Metrics can be a tricky thing and certainly what is measured can be a focus for the team. Choose wisely, be transparent, and talk about the what and the why for each metric your team chooses…or is chosen for you. If you need a place to start, here are a few to consider.
1. Backlog Health
A poor backlog will derail the best of Agile teams. A metric that you can use to track the health of your backlog is ready stories / velocity. I use 2.0 as a starting benchmark, which means a team should have about 2 sprints worth of ready work in it’s backlog. If your team is working in two-week sprints, then that correlates to one month of ready user stories at any given time. For example, team Lightening’s output (or capacity, velocity) is usually around 5 stories per sprint. After their last refinement meeting, they have 12 groomed stories. 12 / 5 = 2.4. They’re good. You can do the same math using story points. Remember, it’s not an exact science.
2. Team Happiness
Lots of smarter people than me have been correlating company success to team happiness lately, so it’s a great idea to capture your team’s mood. Some teams track it daily, while others just get a pulse at each retrospective. You can use a simple 5 level scale (1 is feeling awesome and 5 is I’m ready to explode or something like that). Both individual sprint data and trend data is important and can be an excellent source of information during retrospectives. Get feedback from each person and then aggregate it.
Oh, and don’t forget to keep a pulse on your product owner’s happiness…and even bigger bonus points if you have figured out a way to capture your customer’s happiness with your product using something like net promoter score.
Track the number of escaped defects and watch the trend over time. Defects building up can signal trouble. Code coverage is also a good one and is a leading indicator for quality software.
4. Output (velocity, cycle time, throughput)
You’ll need some way to track the team’s output and there are many good ways to do so. Probably the most common is velocity, which is usually calculated as how many story points (or stories) the team is able to complete in a sprint. For example, a team that completed 26 story points in the last sprint has a velocity of 26. Teams sometimes use a rolling average to calculate what their expected velocity will be in the future. PS…I prefer the term capacity rather than velocity.
Cycle time is another great choice as it will tell you how long it takes for a story to go from “in-progress” to “done.” For example, it may take a team on average 6 days to complete a story.
Throughput is also another great measure that is similar to velocity in that it will tell you how many stories got done in a period of time. For example, a team’s throughput may be 7 user stories every 2-weeks.
There are several great free tools available to do all sorts of cool things to develop probabilistic forecasts using output data. Flow metrics are where the industry is going in my opinion. I have some listed on my Agile Resources page.
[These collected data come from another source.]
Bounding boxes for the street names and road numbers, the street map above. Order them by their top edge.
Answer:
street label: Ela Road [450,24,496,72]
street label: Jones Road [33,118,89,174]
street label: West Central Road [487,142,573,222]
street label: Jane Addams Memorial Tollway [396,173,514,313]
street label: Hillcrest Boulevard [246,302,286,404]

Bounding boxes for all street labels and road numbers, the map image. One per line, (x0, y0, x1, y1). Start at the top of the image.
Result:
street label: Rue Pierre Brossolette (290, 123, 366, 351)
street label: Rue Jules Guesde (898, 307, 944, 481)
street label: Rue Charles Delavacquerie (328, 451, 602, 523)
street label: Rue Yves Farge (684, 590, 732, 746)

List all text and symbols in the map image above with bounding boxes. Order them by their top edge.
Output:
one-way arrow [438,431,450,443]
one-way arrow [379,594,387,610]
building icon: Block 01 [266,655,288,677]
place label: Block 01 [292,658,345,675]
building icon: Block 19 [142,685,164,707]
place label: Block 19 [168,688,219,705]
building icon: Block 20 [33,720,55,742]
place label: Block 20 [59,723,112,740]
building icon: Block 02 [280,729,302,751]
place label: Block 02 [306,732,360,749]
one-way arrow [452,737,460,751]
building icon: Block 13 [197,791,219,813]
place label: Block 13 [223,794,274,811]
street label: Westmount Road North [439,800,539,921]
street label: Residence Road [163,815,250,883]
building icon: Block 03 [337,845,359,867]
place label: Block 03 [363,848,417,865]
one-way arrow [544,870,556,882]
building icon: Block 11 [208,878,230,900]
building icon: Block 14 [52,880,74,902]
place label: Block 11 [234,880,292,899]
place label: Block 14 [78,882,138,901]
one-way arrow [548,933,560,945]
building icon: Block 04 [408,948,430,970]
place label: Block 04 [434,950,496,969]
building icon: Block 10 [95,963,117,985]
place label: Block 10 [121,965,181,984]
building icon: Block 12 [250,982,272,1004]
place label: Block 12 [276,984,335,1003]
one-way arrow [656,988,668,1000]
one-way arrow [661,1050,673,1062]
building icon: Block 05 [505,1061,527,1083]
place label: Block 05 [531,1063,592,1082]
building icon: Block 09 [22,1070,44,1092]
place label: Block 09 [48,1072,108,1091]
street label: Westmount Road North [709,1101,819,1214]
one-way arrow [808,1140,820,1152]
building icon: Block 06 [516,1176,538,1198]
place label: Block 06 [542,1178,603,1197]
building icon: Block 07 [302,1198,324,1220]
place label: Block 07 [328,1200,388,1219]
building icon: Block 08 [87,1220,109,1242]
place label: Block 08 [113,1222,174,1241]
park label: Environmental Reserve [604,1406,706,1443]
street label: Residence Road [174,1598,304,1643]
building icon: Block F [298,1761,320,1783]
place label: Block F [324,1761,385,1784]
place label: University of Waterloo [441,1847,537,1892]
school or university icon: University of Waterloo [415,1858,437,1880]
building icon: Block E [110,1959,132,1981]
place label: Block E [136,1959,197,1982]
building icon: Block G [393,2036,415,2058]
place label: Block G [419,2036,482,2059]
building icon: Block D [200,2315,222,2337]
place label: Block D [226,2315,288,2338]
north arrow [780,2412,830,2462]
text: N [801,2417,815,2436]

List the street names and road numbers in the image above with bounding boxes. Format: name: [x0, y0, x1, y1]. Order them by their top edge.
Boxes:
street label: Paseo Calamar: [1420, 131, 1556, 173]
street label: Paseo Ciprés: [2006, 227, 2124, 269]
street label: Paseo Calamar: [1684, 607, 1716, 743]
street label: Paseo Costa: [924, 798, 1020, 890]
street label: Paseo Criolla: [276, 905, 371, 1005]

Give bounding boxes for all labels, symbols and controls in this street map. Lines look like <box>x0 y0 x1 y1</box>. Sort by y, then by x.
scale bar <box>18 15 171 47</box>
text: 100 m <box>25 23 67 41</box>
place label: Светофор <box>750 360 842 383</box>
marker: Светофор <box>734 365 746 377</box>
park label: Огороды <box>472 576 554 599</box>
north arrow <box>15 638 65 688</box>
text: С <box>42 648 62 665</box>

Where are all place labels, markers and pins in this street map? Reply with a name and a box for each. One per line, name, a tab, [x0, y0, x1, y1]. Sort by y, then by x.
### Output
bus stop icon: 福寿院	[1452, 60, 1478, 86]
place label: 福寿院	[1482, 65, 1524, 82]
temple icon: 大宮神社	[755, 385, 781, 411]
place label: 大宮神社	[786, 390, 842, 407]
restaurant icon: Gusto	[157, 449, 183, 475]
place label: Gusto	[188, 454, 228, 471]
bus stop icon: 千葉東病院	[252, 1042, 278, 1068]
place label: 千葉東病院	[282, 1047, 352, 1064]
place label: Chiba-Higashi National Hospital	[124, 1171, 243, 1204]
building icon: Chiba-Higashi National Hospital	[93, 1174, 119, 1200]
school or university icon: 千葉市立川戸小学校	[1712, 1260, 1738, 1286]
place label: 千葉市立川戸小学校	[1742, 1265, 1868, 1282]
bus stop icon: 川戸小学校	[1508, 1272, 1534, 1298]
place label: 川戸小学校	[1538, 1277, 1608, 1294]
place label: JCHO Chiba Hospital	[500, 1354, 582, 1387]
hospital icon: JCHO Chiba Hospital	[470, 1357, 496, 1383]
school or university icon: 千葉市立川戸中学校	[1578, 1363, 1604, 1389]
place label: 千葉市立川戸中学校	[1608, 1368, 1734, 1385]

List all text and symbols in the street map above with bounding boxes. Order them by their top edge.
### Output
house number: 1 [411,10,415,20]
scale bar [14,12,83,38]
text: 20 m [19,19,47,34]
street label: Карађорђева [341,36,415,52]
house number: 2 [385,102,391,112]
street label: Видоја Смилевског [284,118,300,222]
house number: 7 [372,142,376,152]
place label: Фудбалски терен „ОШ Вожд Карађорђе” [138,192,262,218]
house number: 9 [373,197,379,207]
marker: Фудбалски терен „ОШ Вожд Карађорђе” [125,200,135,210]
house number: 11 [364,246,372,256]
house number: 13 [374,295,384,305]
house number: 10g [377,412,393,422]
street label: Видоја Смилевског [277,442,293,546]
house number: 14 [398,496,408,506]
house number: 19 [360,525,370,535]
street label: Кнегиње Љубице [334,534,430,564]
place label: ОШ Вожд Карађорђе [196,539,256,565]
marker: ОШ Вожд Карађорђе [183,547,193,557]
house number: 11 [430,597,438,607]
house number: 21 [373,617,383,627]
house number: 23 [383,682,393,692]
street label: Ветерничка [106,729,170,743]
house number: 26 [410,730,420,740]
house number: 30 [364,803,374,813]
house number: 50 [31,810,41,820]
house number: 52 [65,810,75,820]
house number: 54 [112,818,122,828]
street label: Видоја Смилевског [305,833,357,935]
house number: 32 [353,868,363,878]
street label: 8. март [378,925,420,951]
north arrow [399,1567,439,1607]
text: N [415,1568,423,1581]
Many teams struggle with completing (meaning done, done) their sprint commitments. One simple metric you can use to track predictability is actual / planned velocity. For example, team Thunder forecasts that it will complete 30 story points in sprint 1. They actually complete 25. Their completion percentage is 25 / 30, or 83%. You can use the same math with just # of stories if the team doesn’t use story points.
A goal of 100% completion every sprint is just not practical…things are going to happen that prevent a team from meeting its commitment every now and then. Be more interested in trends and large differences between actual and planned. This usually signals issues with either planning or that team members are getting pulled off to work on non-sprint backlog items.
Do you have metrics that are useful to your teams and organizations? I’d love to hear about them!
October 22, 2016 at 1:13 am
Great stuff! I recently worked with a team which implemented the Backlog Health Index. In the early stages, it was hard to get the BHI number up to our team’s 3.0 target because (obviously) the BHI dropped by ~1 every time we started a new Sprint. However, once the Product Owner started holding more frequent refinement sessions, we were able to achieve (and maintain) a target of 3.0. One cautionary note to anyone who implements the BHI: If the target is 3.0, that doesn’t mean that 6.0 is great and 12.0 is awesome… That might just be a path to waterfall! The target range of 2.0 to 4.0 (1-2 months of work meeting the Definition of Ready) seems like a reasonable range.
October 22, 2016 at 2:50 am
Totally agree Matt! Great point about the BHI being too high. That would be a sign of waste for sure.
April 2, 2017 at 2:18 am
Great article! One metric we used was Stakeholder Satisfaction, measured with an NPS survey that was sent to all named stakeholders once a quarter. The survey had the actual NPS question, along with 3-4 others aimed at gauging the stakeholder’s satisfaction with the team – not the product. It was interesting to see how, even when they weren’t thrilled with the product (it wasn’t as far along as they would like), they would still rate the team high because they were responsive, open, and had worked hard to form good relationships.